Conscription, the involuntary induction of selves into the service of the platform is a function of capture as its logic becomes social practice. Upload upload upload. But to where? And why, and what? The technological problem of capture becomes a bio-ware operation, a habit, most banal and potentially pernicious. A practice that is situated and valuable within a social framework of friends, families, fans and possible employers is in the broader sense of political economy a case of function creep. What starts off as friending, tweeting, and network building becomes the collection of inventory by hook or by crook, for Google, for Google.
The notion of agents in capture plays a particularly important part in conscription. First because as a metaphor, agents illustrate adoption of a posture or an affect that sees the social as if perched atop a hill, possessing potential energy that a mere click might transform into social capital that spans the digital and the flesh. The agent is a bridge or conduit between the online practice and the offline practice. The platform asks us “is it Tweetable?” Often the answer is, “yes! yes it is!”and off it goes. But it isn’t really that simple. If all the research on social network platforms should amount to any one general conclusion it is this: That through social media we perform a host of actions which are always in conversation with mores, norms, laws, rules computational and social. If the agent is a bridge, an agent cannot escape accountability outside platform, on the side with oxygen and norms. The trick in designing agents is not to have them ask themselves a question like, “is it Tweetable,” but to design practices in platform that bleed into the practice of lifeworlds making Tweetability or Facebooking (yes, my students use it as a verb) a given in all or most of social life.
It’s no wonder then that we are asking about privacy and what it means online, nagged by the feeling that whatever it is, it must be something new. Maybe a set of practices intimating multiple privacies or a commodity intimating an exchange relationship with our fellows and with social web platform owners. Ultimately we practice a new privacy, a new element of a shifting social order, which we must adopt or else the technological system and our mediated social network will fail. But privacy is not the only thing caught in the calculus of digital cultural production’s political economy. Identity, community, citizenship, participation; what is organic about us as human beings are all ready to be or already are: data, big data.

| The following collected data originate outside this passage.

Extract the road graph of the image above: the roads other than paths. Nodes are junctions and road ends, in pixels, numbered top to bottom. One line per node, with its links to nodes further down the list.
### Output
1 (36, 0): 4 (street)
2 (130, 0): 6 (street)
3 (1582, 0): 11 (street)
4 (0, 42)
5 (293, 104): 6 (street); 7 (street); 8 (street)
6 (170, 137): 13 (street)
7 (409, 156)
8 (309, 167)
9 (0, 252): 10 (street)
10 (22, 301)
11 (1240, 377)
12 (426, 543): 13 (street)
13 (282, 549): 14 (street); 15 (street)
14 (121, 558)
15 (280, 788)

Conscription endangers agency and the place of our will in the interchange of information from us, about us. We feel it most when we discover that we’ve been aggregated by our cell phone carrier or when our images, emails or tags were collated and deeper knowledge about our selves is known. When collection of our incidental data, our mutterings and stuttering, are made big data through the algorithms that call into big data’s gaping cavernousness and draw from it echoes of selves we may not have otherwise known.